Background to this inspection
Updated
9 December 2016
We carried out this inspection under Section 60 of the Health and Social Care Act 2008 as part of our regulatory functions. This inspection was planned to check whether the provider is meeting the legal requirements and regulations associated with the Health and Social Care Act 2008, to look at the overall quality of the service, and to provide a rating for the service under the Care Act 2014.
This inspection took place on 21 and 22 September 2016 and was unannounced. This inspection was conducted by one inspector.
As part of planning the inspection we asked the provider to complete a Provider Information Return (PIR). This is a form that asks the provider to give some key information about the service, what the service does well and improvements they plan to make and we took this into account when we made the judgements in this report. When we were planning the inspection we looked at the information we already held about the provider. Providers are required to notify the Care Quality Commission about specific events and incidents that occur, including serious injuries to people receiving care and any safeguarding matters. We also used this information to help us to focus our inspection.
During our inspection visit, we spoke with three people who used the service. We spoke with ten members of staff and the registered manager. We used the Short Observational Framework for Inspection (SOFI). SOFI is a way of observing care to help us understand the experience of people who could not talk with us. We also sampled three people’s care records, three staff files and records maintained by the service about risk management, care planning, staffing and quality assurance. After the visit we spoke with four relatives of people who used the service on the telephone and three professionals.
Updated
9 December 2016
The inspection took place on 21 and 22 September 2016 and was unannounced. We last inspected this service in May 2015 and found that the service required improvement.

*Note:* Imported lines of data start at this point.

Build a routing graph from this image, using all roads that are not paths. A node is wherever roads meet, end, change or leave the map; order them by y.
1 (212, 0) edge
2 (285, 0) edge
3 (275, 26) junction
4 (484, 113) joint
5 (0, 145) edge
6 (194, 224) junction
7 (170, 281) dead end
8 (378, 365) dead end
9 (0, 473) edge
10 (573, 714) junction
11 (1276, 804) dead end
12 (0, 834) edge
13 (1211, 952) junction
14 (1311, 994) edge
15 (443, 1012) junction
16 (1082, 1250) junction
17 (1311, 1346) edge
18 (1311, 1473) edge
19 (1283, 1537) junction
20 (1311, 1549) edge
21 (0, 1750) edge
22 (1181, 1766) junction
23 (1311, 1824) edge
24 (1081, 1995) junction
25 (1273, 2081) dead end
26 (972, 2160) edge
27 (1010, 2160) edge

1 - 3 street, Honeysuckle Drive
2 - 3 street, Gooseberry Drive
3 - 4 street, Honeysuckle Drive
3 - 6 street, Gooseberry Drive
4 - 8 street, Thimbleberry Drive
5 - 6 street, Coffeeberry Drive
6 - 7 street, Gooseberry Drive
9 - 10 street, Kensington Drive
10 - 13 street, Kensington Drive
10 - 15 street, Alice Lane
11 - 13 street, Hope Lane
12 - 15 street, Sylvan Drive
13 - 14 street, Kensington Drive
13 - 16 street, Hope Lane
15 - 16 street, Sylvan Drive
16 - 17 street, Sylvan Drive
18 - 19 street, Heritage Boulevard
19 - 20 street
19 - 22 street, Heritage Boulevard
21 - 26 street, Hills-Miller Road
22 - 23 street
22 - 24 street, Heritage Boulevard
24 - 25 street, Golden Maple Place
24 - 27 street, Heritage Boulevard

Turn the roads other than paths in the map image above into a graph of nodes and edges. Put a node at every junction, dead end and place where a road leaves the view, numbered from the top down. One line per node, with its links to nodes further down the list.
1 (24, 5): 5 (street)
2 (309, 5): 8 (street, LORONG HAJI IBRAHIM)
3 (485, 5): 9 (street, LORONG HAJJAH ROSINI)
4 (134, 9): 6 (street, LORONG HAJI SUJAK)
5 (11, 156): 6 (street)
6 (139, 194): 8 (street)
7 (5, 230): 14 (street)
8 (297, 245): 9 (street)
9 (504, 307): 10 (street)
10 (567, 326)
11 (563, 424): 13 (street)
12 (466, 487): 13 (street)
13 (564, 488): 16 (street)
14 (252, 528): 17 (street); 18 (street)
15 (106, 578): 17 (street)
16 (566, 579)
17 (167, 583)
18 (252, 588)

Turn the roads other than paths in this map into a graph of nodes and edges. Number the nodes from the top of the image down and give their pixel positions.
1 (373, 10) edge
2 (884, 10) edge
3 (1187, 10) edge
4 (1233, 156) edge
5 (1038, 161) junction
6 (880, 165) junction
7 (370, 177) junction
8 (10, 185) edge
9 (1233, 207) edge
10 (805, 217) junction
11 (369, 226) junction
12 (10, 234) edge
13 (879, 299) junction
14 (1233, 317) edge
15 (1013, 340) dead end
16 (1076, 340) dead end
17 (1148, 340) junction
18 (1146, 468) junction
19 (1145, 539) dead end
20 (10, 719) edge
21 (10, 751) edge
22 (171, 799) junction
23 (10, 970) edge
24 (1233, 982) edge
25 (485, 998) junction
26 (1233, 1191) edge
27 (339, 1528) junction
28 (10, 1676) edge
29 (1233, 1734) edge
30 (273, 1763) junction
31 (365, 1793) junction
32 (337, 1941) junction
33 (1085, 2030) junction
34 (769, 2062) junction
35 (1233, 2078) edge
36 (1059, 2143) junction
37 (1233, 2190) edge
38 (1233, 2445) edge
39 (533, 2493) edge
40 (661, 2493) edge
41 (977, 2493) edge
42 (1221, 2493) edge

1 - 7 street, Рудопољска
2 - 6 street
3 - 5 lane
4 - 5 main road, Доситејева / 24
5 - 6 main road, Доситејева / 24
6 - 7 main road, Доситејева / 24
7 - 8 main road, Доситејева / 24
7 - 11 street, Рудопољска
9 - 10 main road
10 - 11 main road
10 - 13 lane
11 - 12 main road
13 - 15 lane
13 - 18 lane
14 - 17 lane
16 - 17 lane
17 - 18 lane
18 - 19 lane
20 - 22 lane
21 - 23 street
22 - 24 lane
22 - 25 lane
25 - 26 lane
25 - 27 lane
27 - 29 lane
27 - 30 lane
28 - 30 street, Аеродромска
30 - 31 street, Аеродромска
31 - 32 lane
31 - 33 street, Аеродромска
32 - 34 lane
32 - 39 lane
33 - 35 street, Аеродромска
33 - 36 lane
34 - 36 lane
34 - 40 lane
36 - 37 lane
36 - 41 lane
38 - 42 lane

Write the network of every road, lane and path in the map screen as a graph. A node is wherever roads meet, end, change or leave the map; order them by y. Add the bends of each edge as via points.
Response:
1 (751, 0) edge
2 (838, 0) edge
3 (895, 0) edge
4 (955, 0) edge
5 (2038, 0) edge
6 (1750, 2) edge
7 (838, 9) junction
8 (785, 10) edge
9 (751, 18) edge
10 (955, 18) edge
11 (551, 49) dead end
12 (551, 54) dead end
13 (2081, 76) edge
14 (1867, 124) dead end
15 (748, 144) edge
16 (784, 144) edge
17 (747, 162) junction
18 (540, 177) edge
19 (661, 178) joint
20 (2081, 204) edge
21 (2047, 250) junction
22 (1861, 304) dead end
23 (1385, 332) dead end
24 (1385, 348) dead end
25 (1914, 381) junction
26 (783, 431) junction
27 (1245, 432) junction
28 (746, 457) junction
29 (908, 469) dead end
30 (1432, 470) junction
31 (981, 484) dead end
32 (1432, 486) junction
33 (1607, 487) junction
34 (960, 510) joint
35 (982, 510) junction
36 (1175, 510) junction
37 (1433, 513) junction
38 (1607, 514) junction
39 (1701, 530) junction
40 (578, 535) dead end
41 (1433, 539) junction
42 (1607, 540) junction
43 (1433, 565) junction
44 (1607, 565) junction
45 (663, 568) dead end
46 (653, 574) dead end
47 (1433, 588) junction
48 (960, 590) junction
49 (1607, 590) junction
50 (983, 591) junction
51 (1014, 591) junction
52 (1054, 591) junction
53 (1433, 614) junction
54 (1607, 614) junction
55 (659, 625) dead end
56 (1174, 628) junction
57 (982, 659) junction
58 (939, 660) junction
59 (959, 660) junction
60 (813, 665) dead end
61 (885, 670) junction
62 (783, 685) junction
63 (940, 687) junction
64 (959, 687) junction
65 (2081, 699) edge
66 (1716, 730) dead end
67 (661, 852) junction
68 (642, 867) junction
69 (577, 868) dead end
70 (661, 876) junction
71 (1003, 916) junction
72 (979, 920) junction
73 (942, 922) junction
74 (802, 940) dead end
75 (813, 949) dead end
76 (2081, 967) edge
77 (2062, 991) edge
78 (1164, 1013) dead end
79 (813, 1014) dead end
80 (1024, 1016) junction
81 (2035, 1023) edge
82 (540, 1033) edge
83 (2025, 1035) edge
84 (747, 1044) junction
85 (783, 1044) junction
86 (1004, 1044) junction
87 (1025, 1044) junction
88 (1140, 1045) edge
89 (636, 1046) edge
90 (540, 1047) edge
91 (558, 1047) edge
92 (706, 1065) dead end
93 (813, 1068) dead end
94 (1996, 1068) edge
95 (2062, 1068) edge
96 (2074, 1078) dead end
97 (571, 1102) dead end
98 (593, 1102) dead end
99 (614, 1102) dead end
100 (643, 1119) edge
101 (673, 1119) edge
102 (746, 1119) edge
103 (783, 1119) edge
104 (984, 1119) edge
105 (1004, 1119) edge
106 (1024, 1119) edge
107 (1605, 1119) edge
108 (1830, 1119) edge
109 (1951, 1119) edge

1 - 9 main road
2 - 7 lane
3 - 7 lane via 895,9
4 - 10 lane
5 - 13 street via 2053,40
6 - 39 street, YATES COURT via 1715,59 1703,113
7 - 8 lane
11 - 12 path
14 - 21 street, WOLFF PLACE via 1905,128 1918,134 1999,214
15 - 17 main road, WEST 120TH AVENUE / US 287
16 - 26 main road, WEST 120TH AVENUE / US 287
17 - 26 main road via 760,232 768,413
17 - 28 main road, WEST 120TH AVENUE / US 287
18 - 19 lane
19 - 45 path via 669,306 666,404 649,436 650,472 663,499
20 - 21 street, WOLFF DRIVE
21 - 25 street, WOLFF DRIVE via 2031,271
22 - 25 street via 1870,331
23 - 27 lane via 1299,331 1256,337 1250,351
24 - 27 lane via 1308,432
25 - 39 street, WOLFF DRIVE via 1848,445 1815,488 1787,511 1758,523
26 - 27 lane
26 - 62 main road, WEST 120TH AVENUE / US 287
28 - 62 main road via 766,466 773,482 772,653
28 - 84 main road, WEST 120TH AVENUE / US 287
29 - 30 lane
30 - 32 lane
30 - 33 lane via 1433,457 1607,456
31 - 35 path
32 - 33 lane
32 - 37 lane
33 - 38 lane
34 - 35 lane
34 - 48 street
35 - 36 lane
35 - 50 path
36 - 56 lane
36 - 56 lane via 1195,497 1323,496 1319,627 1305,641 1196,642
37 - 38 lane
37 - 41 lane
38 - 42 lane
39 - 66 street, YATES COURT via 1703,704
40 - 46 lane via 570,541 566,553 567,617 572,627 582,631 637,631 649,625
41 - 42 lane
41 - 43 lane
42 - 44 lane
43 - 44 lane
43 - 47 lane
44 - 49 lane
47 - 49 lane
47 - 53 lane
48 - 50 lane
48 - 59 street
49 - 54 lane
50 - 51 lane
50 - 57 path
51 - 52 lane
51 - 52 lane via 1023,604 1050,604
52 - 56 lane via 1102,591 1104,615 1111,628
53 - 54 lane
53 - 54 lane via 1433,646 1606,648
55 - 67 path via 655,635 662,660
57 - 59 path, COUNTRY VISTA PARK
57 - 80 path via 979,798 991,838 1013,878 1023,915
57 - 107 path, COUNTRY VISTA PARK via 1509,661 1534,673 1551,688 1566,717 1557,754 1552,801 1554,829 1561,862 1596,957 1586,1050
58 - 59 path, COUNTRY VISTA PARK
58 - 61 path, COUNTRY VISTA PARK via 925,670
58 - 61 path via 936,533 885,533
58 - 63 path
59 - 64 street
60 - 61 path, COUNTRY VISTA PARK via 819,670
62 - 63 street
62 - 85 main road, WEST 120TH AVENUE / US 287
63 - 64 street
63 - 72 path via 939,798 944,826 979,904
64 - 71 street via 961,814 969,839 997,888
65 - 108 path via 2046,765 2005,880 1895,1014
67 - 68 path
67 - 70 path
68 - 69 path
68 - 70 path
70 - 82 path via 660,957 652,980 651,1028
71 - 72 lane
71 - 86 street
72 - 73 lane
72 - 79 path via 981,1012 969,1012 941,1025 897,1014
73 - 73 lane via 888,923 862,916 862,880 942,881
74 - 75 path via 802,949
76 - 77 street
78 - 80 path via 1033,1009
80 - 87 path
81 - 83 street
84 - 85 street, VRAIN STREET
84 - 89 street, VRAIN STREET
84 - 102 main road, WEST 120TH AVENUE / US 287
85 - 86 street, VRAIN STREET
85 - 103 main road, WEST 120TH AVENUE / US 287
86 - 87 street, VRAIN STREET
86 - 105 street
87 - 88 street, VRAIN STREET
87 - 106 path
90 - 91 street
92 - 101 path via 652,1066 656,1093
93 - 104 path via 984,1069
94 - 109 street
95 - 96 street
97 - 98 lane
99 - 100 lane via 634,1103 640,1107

Most areas of improvement had been addressed, however further improvement was required in relation to how people’s care records were managed. The registered provider had implemented a new electronic records system which staff were learning to use.
Brook House is a residential care home for up to 14 adults who have a learning disability. The service offers people emergency care and short term breaks. At the time of our inspection, there were four people using the service. There was a registered manager in place who was present throughout our inspection. A registered manager is a person who has registered with the Care Quality Commission to manage the service. Like registered providers, they are ‘registered persons’. Registered persons have legal responsibility for meeting the requirements in the Health and Social Care Act 2008 and associated Regulations about how the service is run.
People using the service and their relatives told us that they felt the service was safe. People were supported by staff who were aware of their needs and risks, and how to recognise and report abuse. Maintenance checks were completed routinely at the service and processes had been established to help staff keep people safe in the event of an emergency.
People received their medicines safely and as prescribed, however further areas of improvement were identified for how staff recorded the support that people received with their medicines.
People’s needs were met by supportive staff who received training and guidance for their roles. There were enough staff to meet people’s needs and people were protected by safe recruitment practices that had been improved by the registered provider.
People were able to move around the service freely and go to the community with the support of staff as they wished. People were encouraged to make their own decisions and were supported in line with the principles of the Mental Capacity Act (2005).
People were supported to eat sufficient foods of their choice with healthy options. People’s dietary requirements were met and their food and drink intake monitored as required, to reflect how these needs had been met. Staff supported people to access healthcare support and monitored their symptoms where required to help people stay well.
People were treated with respect and we saw that they had developed positive relationships with staff. Relatives confirmed that people were made to feel involved and welcome at the service.
People received care that was responsive to their needs. The registered manager sought feedback from people and relatives to ensure that people’s needs were met. People were supported to participate in activities of interest to them.
Relatives, staff and professionals spoke positively about the service and registered manager. Staff were motivated in their roles and felt that communication at the service was effective. People and relatives felt comfortable raising concerns and felt confident that issues would be addressed promptly. The registered manager reflected an understanding of their responsibilities and staff felt supported in their roles and able to share their ideas and concerns within an open, person-centred culture.